Extracted records

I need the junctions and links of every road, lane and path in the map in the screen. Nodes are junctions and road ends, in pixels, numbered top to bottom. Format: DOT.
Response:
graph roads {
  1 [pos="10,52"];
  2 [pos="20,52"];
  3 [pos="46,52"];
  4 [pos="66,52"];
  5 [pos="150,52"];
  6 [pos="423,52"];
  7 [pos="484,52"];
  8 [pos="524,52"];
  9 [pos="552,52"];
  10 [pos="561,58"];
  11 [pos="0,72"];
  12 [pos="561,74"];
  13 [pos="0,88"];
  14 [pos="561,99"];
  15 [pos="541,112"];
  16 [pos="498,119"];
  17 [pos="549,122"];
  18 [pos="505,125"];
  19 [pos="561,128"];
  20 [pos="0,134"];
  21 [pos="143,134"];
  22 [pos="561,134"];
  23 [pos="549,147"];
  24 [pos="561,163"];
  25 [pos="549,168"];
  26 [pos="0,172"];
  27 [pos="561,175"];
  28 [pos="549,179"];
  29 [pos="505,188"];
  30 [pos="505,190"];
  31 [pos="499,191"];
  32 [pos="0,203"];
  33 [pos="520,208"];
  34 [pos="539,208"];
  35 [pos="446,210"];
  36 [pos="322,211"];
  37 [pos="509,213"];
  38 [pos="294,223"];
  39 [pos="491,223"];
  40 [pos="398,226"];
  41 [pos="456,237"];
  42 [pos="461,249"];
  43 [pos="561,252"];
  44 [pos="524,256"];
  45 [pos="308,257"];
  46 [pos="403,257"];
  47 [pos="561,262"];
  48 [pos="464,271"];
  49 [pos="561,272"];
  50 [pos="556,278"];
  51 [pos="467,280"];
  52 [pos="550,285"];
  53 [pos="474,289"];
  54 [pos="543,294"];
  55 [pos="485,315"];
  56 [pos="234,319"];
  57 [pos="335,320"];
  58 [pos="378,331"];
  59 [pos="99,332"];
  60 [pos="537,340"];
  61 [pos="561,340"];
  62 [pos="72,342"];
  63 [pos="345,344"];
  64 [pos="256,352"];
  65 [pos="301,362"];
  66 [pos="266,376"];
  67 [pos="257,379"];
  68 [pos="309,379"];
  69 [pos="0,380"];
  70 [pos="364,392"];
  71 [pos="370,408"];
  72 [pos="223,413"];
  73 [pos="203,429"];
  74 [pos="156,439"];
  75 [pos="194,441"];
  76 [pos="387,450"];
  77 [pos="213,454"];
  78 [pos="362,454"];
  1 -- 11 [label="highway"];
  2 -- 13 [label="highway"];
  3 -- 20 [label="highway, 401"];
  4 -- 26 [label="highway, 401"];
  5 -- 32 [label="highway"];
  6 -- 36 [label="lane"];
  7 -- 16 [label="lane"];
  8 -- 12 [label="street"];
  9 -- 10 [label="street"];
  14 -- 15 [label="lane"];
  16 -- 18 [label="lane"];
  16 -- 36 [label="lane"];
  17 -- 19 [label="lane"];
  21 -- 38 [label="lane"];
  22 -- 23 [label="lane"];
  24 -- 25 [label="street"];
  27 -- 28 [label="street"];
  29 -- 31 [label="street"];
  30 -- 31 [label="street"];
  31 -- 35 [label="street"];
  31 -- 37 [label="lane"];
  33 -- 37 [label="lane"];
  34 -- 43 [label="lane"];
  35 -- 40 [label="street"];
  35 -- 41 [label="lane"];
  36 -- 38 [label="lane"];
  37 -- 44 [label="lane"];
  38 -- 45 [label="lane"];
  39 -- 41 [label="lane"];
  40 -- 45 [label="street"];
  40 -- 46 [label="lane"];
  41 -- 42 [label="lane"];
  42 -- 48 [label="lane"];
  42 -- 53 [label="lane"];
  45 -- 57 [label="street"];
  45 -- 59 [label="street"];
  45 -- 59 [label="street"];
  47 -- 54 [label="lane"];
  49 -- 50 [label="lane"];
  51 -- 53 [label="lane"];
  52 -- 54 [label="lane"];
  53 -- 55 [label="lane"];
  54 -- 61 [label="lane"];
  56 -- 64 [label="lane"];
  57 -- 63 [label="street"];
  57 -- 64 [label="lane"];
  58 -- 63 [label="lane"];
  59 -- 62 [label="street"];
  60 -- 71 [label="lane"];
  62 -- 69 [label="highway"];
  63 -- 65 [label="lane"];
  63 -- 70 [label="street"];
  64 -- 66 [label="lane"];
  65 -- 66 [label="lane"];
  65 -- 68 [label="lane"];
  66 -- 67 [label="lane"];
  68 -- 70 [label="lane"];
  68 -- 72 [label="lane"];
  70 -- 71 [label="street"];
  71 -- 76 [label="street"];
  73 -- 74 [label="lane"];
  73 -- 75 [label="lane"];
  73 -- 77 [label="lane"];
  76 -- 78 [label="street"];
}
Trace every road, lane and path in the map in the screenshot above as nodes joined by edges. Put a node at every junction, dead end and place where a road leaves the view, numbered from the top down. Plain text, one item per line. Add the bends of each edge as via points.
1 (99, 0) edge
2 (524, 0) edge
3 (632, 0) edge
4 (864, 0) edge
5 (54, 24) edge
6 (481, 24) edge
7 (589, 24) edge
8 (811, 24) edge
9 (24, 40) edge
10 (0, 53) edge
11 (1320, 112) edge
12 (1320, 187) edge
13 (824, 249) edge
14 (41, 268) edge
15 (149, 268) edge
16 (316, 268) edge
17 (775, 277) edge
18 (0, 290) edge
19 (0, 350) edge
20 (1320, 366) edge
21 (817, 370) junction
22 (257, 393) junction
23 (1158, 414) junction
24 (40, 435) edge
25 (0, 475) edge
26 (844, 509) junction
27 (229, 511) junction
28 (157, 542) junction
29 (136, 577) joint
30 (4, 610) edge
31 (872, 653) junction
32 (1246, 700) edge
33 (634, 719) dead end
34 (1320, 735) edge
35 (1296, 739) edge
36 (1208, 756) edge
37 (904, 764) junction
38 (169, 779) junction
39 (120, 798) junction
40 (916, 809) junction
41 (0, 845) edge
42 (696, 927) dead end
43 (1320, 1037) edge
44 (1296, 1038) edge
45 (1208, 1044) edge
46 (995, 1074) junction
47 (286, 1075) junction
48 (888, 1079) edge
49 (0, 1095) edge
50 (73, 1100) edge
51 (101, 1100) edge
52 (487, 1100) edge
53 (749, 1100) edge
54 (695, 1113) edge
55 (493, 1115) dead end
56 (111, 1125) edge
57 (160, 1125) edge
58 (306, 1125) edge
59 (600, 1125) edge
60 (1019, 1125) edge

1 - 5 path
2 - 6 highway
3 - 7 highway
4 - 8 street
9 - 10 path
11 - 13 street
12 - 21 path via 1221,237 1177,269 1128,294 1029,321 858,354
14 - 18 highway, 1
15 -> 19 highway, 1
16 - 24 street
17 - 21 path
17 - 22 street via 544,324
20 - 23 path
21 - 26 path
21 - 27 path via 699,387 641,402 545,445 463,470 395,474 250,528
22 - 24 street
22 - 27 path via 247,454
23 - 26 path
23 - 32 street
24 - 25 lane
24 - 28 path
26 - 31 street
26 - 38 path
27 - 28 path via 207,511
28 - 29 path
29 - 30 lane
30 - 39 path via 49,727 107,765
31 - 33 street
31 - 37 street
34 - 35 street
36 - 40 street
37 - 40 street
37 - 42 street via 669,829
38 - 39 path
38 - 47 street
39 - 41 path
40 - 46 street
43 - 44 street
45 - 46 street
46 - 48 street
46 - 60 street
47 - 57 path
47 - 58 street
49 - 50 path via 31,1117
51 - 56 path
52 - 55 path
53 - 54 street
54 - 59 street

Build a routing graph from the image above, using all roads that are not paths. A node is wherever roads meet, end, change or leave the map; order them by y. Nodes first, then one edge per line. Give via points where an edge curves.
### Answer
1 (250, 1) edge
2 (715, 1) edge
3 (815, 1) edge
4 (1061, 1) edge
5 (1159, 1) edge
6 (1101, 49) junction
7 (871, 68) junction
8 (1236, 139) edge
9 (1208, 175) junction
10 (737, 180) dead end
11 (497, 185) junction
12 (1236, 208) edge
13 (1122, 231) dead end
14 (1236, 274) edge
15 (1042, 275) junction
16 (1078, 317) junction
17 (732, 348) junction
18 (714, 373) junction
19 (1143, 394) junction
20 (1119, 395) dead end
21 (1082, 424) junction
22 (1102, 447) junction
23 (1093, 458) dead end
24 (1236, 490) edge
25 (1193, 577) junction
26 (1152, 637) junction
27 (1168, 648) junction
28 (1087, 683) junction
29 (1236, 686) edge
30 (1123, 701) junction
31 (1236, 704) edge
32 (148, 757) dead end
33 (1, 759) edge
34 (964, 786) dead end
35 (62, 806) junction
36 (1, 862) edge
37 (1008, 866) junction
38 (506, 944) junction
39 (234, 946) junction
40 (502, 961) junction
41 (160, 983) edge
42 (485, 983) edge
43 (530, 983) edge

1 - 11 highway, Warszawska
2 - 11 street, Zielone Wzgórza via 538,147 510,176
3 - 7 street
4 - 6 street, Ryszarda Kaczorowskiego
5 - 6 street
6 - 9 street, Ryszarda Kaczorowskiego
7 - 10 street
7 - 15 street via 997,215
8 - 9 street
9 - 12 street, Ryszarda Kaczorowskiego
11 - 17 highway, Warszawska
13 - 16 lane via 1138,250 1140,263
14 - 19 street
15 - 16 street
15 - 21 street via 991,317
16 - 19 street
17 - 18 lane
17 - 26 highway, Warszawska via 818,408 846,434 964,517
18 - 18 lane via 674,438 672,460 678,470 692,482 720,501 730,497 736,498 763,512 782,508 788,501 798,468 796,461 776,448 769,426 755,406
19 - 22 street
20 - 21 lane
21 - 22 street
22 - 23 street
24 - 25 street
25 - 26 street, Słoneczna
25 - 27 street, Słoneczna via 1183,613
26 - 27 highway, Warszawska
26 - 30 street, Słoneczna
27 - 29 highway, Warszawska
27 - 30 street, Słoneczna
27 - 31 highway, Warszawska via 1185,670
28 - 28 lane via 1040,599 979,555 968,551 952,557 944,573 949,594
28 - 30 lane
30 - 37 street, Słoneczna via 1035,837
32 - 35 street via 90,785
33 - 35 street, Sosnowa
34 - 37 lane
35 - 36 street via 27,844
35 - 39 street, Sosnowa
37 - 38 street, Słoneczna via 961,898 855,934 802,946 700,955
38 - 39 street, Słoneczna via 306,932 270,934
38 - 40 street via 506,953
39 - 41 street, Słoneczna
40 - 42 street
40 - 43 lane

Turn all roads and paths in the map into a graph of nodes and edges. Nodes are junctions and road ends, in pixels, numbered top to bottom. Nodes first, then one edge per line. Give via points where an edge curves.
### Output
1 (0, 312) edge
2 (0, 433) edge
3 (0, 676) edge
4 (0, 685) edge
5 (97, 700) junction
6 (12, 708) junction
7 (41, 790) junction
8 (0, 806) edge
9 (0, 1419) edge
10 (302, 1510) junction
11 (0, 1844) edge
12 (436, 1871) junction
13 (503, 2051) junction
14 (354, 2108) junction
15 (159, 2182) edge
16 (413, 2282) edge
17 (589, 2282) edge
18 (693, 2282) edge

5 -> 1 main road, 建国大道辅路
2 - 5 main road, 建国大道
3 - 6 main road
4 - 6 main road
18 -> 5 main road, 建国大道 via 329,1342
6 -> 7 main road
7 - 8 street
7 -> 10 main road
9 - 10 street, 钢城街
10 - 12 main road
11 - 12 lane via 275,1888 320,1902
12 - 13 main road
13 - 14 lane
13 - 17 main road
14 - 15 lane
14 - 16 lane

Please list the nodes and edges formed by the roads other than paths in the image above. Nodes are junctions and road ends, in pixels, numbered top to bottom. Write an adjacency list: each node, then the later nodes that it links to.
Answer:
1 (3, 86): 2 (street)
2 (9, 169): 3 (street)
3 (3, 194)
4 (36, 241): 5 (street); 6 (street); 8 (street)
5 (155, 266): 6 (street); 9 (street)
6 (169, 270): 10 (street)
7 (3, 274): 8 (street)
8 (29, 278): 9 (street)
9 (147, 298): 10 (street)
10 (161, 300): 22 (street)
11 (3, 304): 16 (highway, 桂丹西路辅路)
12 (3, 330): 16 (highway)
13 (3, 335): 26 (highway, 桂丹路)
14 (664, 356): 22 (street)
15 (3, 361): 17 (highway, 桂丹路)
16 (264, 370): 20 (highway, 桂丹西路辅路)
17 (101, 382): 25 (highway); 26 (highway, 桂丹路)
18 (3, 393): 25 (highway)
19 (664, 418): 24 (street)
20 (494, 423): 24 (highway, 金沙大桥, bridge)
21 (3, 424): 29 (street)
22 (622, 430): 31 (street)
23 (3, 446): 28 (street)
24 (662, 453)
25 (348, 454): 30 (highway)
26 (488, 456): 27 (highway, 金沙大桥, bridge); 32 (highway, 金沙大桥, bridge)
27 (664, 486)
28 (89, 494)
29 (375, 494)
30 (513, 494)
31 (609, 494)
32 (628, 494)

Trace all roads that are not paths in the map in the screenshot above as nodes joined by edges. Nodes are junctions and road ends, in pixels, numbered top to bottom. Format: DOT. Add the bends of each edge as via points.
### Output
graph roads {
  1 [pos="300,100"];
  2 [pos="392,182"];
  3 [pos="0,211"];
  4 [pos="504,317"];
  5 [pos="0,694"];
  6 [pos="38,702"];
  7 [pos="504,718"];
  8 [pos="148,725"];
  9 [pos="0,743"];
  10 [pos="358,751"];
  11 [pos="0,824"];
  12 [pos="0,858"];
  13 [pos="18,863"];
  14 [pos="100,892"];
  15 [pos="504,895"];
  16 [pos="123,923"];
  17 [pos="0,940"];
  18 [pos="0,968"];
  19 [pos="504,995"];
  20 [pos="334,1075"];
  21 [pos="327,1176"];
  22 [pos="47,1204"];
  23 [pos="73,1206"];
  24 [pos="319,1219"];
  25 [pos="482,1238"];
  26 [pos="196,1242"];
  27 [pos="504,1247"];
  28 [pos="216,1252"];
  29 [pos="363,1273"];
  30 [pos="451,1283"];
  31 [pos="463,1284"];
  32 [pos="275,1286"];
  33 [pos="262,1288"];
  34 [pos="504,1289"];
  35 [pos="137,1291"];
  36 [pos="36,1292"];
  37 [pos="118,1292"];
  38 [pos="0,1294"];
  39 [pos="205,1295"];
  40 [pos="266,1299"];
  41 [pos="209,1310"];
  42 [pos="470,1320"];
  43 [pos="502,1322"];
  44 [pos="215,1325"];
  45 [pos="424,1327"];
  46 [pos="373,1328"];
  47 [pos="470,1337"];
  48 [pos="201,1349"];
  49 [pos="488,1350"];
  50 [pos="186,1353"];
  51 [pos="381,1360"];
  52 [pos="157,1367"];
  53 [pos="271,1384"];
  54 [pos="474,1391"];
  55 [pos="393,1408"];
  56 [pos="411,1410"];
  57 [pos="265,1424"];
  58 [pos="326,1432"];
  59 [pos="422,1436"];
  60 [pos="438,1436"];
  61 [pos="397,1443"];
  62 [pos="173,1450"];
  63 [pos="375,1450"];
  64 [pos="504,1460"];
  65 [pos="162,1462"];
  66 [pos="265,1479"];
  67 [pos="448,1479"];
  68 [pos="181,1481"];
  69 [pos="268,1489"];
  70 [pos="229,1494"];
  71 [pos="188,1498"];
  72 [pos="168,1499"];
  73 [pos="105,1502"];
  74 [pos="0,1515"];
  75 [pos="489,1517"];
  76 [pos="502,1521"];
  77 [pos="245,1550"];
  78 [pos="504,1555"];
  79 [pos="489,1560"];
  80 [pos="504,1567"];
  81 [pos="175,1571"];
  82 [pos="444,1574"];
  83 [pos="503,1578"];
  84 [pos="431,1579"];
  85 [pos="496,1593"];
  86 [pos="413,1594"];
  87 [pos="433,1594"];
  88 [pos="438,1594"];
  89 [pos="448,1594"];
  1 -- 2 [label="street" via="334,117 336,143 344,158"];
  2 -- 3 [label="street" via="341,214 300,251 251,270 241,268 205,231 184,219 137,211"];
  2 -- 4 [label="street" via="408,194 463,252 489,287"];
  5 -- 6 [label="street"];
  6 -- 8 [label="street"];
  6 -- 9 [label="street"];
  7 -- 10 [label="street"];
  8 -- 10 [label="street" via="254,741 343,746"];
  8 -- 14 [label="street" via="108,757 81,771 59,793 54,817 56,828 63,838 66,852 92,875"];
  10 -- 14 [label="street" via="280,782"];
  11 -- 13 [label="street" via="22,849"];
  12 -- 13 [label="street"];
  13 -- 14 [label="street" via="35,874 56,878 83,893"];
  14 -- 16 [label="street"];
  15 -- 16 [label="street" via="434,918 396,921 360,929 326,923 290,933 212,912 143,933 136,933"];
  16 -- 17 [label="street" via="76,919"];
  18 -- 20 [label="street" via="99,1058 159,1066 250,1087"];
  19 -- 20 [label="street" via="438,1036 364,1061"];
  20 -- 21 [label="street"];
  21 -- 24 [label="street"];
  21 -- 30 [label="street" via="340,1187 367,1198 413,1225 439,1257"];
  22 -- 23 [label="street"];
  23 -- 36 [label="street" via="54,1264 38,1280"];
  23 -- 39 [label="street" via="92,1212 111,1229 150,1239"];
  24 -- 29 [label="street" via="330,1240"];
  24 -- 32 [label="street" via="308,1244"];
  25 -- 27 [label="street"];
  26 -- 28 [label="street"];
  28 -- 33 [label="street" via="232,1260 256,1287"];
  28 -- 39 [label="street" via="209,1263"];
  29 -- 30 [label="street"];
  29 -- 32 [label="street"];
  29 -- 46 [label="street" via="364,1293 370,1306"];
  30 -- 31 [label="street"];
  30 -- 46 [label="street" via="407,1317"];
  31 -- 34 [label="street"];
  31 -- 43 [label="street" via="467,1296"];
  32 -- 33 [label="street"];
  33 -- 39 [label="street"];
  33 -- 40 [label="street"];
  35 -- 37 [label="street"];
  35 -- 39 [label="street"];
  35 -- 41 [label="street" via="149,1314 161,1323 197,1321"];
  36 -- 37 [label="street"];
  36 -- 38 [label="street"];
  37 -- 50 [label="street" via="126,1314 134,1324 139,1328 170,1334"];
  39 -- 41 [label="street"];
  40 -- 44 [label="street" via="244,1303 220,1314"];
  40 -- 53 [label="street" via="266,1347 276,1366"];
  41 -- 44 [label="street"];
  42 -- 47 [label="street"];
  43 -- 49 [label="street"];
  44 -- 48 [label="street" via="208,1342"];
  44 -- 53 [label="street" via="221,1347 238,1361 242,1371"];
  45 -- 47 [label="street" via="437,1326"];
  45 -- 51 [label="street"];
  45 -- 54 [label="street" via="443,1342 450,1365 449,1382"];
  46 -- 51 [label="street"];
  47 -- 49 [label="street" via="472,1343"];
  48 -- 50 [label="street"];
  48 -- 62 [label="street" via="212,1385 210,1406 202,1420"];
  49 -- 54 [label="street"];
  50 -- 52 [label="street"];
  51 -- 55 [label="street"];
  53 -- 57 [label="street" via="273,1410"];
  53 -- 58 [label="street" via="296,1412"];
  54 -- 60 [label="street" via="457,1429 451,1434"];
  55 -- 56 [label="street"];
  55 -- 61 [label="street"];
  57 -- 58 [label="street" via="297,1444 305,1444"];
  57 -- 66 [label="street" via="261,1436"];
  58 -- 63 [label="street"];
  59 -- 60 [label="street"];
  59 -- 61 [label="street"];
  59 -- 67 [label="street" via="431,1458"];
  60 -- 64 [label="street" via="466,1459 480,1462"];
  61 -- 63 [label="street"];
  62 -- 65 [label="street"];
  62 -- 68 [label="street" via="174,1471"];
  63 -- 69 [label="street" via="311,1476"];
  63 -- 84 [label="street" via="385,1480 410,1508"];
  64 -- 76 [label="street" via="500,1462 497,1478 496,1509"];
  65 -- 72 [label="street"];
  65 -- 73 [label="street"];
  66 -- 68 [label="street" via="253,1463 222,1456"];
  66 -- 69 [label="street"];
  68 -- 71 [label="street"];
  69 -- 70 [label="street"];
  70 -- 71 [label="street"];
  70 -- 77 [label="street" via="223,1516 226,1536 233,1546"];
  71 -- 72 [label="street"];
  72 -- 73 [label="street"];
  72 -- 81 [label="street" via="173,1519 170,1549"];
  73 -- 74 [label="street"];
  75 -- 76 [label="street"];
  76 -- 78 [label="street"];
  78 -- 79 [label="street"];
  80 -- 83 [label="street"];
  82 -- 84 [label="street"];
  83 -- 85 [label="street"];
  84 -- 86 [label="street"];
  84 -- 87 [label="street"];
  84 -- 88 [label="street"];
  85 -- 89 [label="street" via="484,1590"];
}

Exercise aim -> Pull each line containing the word "Give" out of the data above.

Answer to the exercise ->
Build a routing graph from the image above, using all roads that are not paths. A node is wherever roads meet, end, change or leave the map; order them by y. Nodes first, then one edge per line. Give via points where an edge curves.
Turn all roads and paths in the map into a graph of nodes and edges. Nodes are junctions and road ends, in pixels, numbered top to bottom. Nodes first, then one edge per line. Give via points where an edge curves.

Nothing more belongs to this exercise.